IndustryGoogle Statement on Custom Search Blog Incident

Google Statement on Custom Search Blog Incident

As a follow-up to my post yesterday, about the Google Custom Search Blog being deleted as spam, I contacted Google to see if I could get any further comment from them. Sean Carlson of Google got back to me with the following statement:

Blogger’s spam classifier misidentified the Custom Search Blog as spam. If a spammer gets caught by our automated classifier, the blog owner will receive notification of this identification. At the owner’s request, the Blogger team will review the blog to verify that the blog in question isn’t spam. In this case, the Custom Search Blog bloggers overlooked their notification, and after a period of time passed, the blog was disabled. The content wasn’t deleted, but it was removed from the URL.

Even after blogs are disabled as spam, the owner can write in requesting a review for her or his blog to be restored. If the review proves that the owner’s content was not in fact spam, the blog will be restored with all content. So, when we saw what happened on Tuesday — and were well aware that our content wasn’t spam — we restored the official Google Custom Search Blog. The individual who had claimed the URL and published the blog post in reference still has his
content; it’s just hosted at a new URL.

I was not able to find out why the spam classifier identified the Google Custom Search Blog as spam. My guess is that Google does not want to reveal any details of their spam detection techniques.

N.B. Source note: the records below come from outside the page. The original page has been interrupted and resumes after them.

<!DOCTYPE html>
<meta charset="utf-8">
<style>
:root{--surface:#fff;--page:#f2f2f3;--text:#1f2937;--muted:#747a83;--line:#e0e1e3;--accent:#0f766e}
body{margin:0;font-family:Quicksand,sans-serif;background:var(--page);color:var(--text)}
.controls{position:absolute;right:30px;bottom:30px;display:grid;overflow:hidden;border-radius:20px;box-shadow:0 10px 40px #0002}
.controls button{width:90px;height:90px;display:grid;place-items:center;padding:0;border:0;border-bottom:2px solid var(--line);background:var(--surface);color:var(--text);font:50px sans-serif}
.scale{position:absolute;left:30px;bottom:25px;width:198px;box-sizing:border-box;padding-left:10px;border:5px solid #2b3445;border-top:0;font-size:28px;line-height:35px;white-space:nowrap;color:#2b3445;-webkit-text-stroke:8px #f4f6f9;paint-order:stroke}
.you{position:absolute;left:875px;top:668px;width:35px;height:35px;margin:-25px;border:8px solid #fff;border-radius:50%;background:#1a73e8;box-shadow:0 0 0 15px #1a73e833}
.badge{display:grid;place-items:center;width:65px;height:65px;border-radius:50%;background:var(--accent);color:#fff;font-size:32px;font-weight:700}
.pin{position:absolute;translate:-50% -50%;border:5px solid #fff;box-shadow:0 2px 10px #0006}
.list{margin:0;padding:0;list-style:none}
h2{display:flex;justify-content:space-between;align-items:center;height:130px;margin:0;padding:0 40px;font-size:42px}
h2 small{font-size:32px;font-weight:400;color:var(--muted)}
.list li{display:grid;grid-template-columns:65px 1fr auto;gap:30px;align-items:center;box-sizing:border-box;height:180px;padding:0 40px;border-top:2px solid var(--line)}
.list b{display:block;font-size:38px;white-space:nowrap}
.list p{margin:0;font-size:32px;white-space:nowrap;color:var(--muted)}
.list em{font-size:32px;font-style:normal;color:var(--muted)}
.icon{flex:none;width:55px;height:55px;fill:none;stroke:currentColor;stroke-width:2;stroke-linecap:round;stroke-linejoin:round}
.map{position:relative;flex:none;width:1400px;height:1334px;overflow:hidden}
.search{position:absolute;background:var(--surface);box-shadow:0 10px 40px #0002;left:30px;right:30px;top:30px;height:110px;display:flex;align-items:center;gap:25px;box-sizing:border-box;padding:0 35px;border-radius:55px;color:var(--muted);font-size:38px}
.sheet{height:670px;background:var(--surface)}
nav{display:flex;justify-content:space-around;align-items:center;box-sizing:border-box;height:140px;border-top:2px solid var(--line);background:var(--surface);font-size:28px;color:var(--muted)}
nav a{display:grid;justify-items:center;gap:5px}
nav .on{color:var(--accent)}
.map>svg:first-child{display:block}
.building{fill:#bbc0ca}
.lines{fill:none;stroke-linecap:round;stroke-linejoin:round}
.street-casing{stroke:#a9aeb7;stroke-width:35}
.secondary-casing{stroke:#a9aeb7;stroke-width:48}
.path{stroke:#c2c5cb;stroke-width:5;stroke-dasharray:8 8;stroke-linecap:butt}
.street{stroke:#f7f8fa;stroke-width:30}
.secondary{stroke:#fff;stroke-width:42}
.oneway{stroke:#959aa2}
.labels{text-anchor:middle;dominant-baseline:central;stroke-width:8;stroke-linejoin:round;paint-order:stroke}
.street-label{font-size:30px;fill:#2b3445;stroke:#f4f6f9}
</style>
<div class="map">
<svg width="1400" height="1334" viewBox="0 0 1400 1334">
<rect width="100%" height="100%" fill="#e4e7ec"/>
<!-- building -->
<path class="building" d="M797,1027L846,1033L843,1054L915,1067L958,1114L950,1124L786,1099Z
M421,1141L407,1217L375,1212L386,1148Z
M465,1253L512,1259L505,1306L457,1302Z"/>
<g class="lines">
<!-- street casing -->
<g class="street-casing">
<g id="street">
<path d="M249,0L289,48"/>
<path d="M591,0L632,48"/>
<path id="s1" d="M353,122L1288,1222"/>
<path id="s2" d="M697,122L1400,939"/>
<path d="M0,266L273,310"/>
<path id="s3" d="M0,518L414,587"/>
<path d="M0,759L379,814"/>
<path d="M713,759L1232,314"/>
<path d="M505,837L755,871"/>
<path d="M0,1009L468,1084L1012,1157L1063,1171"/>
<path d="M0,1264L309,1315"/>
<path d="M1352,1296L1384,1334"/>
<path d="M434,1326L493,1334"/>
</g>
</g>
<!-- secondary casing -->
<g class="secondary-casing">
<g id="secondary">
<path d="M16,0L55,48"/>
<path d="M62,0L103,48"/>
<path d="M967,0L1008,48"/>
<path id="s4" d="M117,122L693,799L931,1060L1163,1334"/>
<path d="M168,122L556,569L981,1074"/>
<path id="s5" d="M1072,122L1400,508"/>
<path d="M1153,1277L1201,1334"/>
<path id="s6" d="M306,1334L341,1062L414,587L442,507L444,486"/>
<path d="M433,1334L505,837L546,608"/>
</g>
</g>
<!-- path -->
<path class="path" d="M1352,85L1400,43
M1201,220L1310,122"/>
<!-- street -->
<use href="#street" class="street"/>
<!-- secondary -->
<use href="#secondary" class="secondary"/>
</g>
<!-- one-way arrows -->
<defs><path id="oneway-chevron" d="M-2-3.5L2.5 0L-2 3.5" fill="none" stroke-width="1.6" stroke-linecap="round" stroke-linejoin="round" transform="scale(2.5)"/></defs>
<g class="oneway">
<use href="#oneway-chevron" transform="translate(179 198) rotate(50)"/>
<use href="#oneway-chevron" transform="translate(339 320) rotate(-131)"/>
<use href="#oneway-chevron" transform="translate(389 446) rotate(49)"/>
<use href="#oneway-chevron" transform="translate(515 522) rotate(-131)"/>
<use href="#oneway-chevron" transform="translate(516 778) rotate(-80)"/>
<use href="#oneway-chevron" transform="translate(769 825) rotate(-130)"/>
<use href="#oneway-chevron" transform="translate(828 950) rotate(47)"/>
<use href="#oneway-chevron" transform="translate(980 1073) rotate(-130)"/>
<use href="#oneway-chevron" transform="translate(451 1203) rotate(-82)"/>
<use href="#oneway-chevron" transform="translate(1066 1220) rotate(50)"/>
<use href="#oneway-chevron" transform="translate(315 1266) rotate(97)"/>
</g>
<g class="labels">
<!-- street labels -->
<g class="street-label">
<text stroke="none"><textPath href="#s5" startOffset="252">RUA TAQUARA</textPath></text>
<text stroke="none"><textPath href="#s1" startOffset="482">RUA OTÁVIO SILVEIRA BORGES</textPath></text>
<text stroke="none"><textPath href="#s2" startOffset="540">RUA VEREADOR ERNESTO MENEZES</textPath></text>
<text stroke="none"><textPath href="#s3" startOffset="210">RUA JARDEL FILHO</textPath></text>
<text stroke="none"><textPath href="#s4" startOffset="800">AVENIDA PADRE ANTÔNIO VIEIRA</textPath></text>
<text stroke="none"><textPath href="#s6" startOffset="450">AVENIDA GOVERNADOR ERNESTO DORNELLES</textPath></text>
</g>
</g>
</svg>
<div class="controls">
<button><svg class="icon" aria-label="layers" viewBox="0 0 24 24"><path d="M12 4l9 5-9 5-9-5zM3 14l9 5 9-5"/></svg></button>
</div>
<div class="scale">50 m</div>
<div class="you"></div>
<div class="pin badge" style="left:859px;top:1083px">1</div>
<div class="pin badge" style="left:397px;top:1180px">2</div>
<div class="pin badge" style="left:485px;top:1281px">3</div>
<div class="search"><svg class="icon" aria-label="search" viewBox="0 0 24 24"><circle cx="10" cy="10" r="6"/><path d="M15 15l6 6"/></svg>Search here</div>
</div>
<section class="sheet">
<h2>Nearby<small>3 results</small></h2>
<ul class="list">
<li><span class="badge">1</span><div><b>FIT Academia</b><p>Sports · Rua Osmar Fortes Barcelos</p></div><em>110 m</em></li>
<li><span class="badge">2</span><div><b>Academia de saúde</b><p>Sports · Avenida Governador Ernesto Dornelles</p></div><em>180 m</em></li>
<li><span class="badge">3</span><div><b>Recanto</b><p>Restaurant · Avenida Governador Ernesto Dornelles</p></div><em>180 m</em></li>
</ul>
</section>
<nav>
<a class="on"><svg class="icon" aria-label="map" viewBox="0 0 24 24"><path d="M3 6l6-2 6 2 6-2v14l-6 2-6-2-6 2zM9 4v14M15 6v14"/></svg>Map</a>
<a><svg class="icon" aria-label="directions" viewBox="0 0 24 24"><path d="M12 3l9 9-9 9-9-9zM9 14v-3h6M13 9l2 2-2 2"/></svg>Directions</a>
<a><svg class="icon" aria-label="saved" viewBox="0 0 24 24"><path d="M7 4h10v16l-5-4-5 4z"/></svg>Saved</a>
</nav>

The unfortunate lesson here is that mistakes do happen. Quality content does get flagged as spam at times. While I honestly believe that Google strives hard to do a good job of avoiding that problem, and this makes the problem happen less often, you can still get caught in the net.

The hard part of this is that most people who get caught in this net by accident won’t have the access and credibility that the Google Custom Search Blog team had to get their issue addressed. There is, as Google has said, an appeal process, but you have to imagine that there are a queue of such things to get reviewed.